### WHAT TO PRODUCE
The word "GLENN" may appear in some of the lines below. State how many lines contain it, and write only that number.

### RECORDS
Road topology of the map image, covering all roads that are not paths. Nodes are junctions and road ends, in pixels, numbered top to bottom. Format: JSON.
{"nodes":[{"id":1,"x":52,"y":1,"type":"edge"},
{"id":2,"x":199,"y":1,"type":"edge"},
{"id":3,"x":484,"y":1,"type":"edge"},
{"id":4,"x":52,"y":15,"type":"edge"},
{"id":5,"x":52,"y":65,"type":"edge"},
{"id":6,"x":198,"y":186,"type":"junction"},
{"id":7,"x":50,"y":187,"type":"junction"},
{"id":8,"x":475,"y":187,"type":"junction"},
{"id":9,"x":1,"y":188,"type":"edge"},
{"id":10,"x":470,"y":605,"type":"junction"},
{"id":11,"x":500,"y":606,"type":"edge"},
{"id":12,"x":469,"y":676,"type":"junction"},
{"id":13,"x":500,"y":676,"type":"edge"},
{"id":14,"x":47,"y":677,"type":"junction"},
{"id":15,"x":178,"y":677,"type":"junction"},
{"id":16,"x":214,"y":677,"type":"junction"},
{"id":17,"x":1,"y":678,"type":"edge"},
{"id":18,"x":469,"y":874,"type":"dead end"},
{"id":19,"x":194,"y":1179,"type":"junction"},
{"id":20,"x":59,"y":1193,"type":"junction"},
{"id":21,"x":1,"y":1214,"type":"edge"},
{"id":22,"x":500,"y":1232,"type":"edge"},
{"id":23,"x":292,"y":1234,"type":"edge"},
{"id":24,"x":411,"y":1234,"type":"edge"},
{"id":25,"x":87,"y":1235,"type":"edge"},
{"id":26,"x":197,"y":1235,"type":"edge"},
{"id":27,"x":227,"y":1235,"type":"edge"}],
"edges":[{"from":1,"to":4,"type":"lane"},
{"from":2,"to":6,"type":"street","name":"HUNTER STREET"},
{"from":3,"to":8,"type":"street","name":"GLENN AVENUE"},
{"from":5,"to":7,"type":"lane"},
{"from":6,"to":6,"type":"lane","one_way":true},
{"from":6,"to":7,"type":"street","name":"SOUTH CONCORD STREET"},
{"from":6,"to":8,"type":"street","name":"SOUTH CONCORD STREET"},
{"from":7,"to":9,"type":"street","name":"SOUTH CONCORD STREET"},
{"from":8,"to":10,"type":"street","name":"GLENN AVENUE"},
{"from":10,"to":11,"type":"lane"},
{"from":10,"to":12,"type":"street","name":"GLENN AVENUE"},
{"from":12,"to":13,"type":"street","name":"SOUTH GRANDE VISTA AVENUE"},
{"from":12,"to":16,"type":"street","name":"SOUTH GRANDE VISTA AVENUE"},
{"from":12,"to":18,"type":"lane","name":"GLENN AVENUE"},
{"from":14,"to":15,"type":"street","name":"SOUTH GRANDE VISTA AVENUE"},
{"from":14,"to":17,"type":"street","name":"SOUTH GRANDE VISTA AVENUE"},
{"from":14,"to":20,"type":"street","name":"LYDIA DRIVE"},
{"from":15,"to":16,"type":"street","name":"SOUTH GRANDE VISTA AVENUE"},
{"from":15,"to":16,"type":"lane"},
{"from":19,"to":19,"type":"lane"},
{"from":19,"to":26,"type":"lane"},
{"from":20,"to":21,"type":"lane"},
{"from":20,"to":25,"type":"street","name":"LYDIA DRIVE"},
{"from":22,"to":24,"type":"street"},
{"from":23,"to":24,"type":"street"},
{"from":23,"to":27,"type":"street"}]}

### EXERCISE RESPONSE
4